··· SUPPLIED ENTRIES

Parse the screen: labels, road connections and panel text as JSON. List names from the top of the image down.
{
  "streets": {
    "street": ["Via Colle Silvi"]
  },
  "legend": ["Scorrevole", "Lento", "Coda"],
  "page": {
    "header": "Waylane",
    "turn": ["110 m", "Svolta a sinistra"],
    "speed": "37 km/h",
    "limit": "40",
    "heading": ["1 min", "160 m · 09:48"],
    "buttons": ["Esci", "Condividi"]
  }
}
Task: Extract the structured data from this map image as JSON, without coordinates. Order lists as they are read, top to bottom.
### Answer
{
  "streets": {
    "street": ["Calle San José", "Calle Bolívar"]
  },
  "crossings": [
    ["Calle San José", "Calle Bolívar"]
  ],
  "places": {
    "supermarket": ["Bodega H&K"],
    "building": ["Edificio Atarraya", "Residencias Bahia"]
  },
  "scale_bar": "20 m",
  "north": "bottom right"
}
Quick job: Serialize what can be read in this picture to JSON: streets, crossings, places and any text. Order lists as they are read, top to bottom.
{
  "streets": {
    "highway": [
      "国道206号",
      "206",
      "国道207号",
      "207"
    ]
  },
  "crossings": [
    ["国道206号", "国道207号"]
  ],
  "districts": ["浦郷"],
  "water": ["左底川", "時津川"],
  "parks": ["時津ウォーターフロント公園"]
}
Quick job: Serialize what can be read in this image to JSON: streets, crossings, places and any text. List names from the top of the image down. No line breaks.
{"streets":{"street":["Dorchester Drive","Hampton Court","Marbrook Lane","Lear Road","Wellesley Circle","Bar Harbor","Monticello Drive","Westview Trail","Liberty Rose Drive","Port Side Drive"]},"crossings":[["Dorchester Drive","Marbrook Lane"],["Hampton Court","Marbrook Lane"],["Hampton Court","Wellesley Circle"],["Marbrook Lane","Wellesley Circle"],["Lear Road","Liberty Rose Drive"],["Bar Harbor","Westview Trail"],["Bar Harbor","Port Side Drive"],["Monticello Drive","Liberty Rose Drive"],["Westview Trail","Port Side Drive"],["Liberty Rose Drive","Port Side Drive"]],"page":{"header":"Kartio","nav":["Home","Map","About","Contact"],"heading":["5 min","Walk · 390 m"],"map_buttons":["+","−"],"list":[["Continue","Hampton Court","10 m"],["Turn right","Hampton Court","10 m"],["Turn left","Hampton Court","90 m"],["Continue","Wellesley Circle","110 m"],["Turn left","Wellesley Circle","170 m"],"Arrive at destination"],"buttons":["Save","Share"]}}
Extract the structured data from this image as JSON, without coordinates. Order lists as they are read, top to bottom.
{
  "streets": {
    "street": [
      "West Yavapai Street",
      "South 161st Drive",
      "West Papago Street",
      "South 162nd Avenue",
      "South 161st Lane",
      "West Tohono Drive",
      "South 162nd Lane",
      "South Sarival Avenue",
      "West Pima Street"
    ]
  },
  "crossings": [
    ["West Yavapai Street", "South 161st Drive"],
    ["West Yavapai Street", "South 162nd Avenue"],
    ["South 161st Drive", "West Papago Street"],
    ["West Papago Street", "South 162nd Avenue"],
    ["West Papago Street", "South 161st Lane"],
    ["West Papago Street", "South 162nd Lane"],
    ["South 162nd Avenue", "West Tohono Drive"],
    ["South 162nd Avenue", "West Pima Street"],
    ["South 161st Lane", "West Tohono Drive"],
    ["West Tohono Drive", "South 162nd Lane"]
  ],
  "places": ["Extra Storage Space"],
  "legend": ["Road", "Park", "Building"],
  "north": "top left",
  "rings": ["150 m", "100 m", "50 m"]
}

······

#### WHAT IS REQUIRED:
Retype the entries one by one, exactly.

#### YOUR RESPONSE:
Parse the screen: labels, road connections and panel text as JSON. List names from the top of the image down.
{
  "streets": {
    "street": ["Via Colle Silvi"]
  },
  "legend": ["Scorrevole", "Lento", "Coda"],
  "page": {
    "header": "Waylane",
    "turn": ["110 m", "Svolta a sinistra"],
    "speed": "37 km/h",
    "limit": "40",
    "heading": ["1 min", "160 m · 09:48"],
    "buttons": ["Esci", "Condividi"]
  }
}
Task: Extract the structured data from this map image as JSON, without coordinates. Order lists as they are read, top to bottom.
### Answer
{
  "streets": {
    "street": ["Calle San José", "Calle Bolívar"]
  },
  "crossings": [
    ["Calle San José", "Calle Bolívar"]
  ],
  "places": {
    "supermarket": ["Bodega H&K"],
    "building": ["Edificio Atarraya", "Residencias Bahia"]
  },
  "scale_bar": "20 m",
  "north": "bottom right"
}
Quick job: Serialize what can be read in this picture to JSON: streets, crossings, places and any text. Order lists as they are read, top to bottom.
{
  "streets": {
    "highway": [
      "国道206号",
      "206",
      "国道207号",
      "207"
    ]
  },
  "crossings": [
    ["国道206号", "国道207号"]
  ],
  "districts": ["浦郷"],
  "water": ["左底川", "時津川"],
  "parks": ["時津ウォーターフロント公園"]
}
Quick job: Serialize what can be read in this image to JSON: streets, crossings, places and any text. List names from the top of the image down. No line breaks.
{"streets":{"street":["Dorchester Drive","Hampton Court","Marbrook Lane","Lear Road","Wellesley Circle","Bar Harbor","Monticello Drive","Westview Trail","Liberty Rose Drive","Port Side Drive"]},"crossings":[["Dorchester Drive","Marbrook Lane"],["Hampton Court","Marbrook Lane"],["Hampton Court","Wellesley Circle"],["Marbrook Lane","Wellesley Circle"],["Lear Road","Liberty Rose Drive"],["Bar Harbor","Westview Trail"],["Bar Harbor","Port Side Drive"],["Monticello Drive","Liberty Rose Drive"],["Westview Trail","Port Side Drive"],["Liberty Rose Drive","Port Side Drive"]],"page":{"header":"Kartio","nav":["Home","Map","About","Contact"],"heading":["5 min","Walk · 390 m"],"map_buttons":["+","−"],"list":[["Continue","Hampton Court","10 m"],["Turn right","Hampton Court","10 m"],["Turn left","Hampton Court","90 m"],["Continue","Wellesley Circle","110 m"],["Turn left","Wellesley Circle","170 m"],"Arrive at destination"],"buttons":["Save","Share"]}}
Extract the structured data from this image as JSON, without coordinates. Order lists as they are read, top to bottom.
{
  "streets": {
    "street": [
      "West Yavapai Street",
      "South 161st Drive",
      "West Papago Street",
      "South 162nd Avenue",
      "South 161st Lane",
      "West Tohono Drive",
      "South 162nd Lane",
      "South Sarival Avenue",
      "West Pima Street"
    ]
  },
  "crossings": [
    ["West Yavapai Street", "South 161st Drive"],
    ["West Yavapai Street", "South 162nd Avenue"],
    ["South 161st Drive", "West Papago Street"],
    ["West Papago Street", "South 162nd Avenue"],
    ["West Papago Street", "South 161st Lane"],
    ["West Papago Street", "South 162nd Lane"],
    ["South 162nd Avenue", "West Tohono Drive"],
    ["South 162nd Avenue", "West Pima Street"],
    ["South 161st Lane", "West Tohono Drive"],
    ["West Tohono Drive", "South 162nd Lane"]
  ],
  "places": ["Extra Storage Space"],
  "legend": ["Road", "Park", "Building"],
  "north": "top left",
  "rings": ["150 m", "100 m", "50 m"]
}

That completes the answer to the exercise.